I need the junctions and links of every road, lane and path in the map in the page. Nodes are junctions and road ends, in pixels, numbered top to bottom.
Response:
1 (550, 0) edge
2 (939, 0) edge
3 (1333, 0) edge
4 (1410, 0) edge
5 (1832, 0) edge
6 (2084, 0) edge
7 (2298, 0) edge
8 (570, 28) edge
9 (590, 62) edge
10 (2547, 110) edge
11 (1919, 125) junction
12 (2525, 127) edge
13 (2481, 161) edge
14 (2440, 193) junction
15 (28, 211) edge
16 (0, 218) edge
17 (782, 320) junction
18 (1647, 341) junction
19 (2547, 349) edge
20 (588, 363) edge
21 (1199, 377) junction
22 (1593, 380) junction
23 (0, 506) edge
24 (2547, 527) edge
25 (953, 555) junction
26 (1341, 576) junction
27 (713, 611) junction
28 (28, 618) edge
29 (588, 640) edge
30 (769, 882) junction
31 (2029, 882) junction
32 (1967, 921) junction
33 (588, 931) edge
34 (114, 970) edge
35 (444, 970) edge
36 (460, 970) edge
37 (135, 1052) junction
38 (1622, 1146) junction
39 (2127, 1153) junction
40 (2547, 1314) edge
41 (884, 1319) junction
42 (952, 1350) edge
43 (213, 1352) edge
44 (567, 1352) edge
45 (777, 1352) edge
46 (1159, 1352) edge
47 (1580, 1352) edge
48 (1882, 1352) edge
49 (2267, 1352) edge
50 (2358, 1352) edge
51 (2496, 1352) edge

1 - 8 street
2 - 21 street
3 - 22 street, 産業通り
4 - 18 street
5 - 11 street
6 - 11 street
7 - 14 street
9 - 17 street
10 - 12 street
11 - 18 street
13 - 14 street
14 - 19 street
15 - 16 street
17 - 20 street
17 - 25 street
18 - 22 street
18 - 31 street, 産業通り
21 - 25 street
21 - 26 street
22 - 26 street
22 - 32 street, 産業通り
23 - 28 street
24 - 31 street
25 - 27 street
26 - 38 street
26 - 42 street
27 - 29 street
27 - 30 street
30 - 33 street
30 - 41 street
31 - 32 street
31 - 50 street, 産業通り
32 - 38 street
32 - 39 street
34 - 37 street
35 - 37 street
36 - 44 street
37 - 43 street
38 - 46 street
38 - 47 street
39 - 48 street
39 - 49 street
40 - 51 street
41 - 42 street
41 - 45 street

┄┄┄┄┄┄┄┄┄┄

_DESCRIPTION OF THE TASK_.
In the records above, how many lines contain the string "産業通り"? Only that number should be written.

_TASK RESPONSE_.
4